それよりも、心配だった力を暴走させる様子がないのが何よりだ。
このまま経験を積んで行けば、いずれは力を使いこなせる様になるだろう。
だけど、今回はこれ以上やっても無駄だな。
そんな訳で、一気に終わらせる事にする。ライオルが纏う闘気と魔力の総量に合わせて押さえていた力をほんの少し解放する。
ライオルの闘気と魔力と比べて1、2倍程度の力にしておく、余り上げ過ぎるとライオルが耐え切れないかも知れないからな。流石に、俺の手で殺すつもりはない。
さて、俺の変化を感じたのか全力で放たれるストレートを無造作に弾き飛ばして隙をつくる。そしてポティに掌底を叩き込む。
ライオルは何とか避けようとすると同時に全力で防御障壁を展開、更の闘気の鎧を最大主力でその身に纏う。
その全てがムダだけどね。俺はバックステップで距離を取ろうとするライオルに容易く迫り、まずは防御障壁を砕く。と同時に転移魔法で離れるライオルに、同じく転移魔法で無効化する。

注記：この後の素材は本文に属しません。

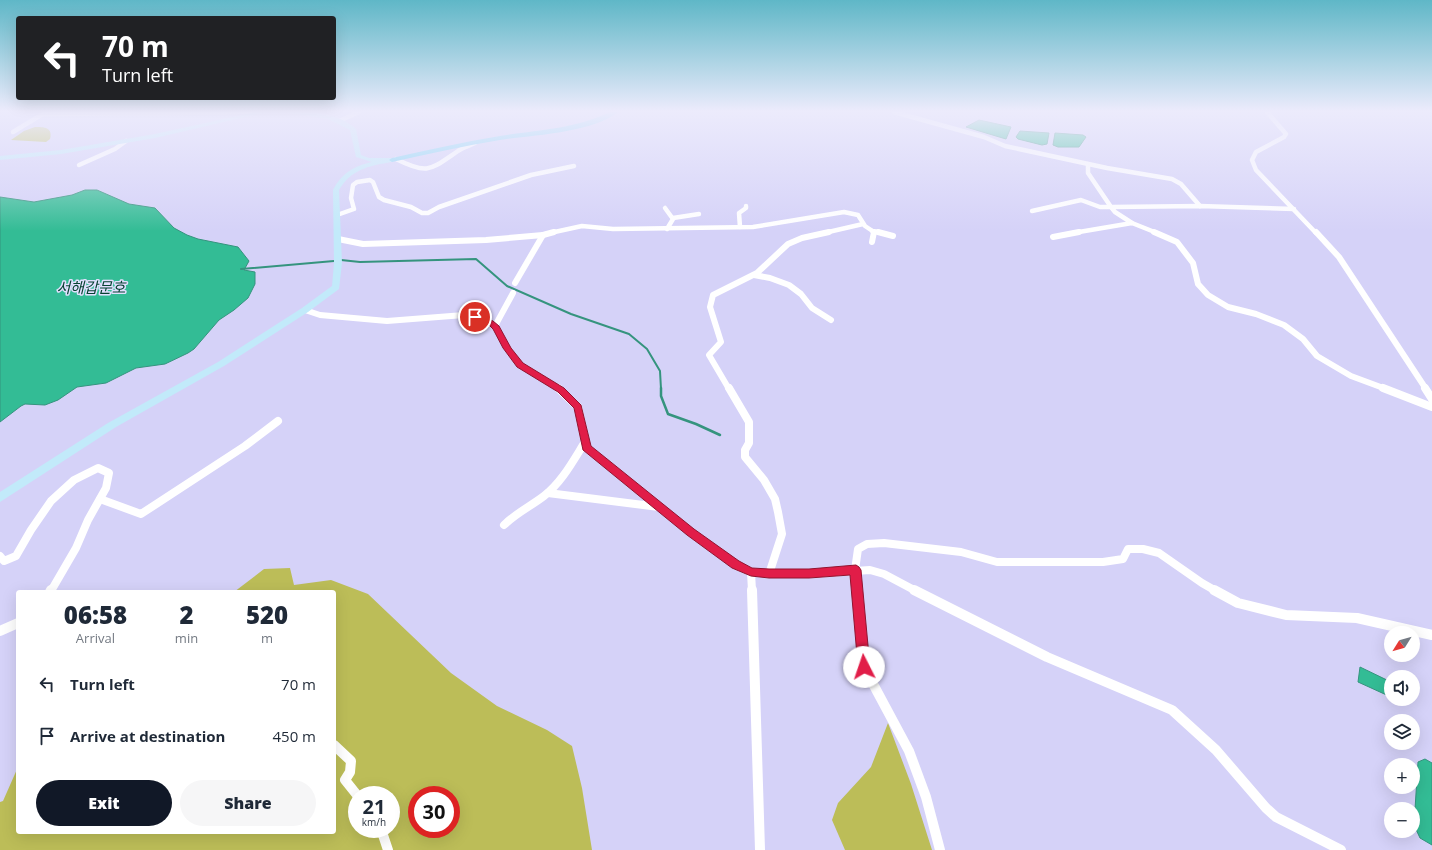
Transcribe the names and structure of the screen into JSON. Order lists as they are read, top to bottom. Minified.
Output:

再び防御障壁を展開しようと汁がその時間を与えずに掌底を叩き込む。
闘気を螺旋状にして撃ち込んで掌底は、容易くライオルの闘気の鎧を砕き、その身を砕く。
「があっ・・・・・・」
うめき声をあげてその場に崩れ落ちるライオル。
全身の骨が砕け散っていて、筋肉もズタズタに引き裂かれているから、指一本動かせないだろう。
「はいお終い。まだまだだね」
そう言いながら回復魔法でライオルを癒やす。
「なにもココまでしなくても良いのではないですか・・・・・・」
「そうかな、痛みで集中力が途切れても力を暴走させずにいられるか、それを知る為にも必要だったと思うよ」
やられた本人としては堪ったモノじゃないのは判ってるけどね。
「そうだな。さて、次は俺が相手だ」
俺との戦いが終わったと思ったら、待ちかねたようにレオシルスがスタンバイしているのに、ライオルは本気で絶望して面持ちで深く溜息を付いた。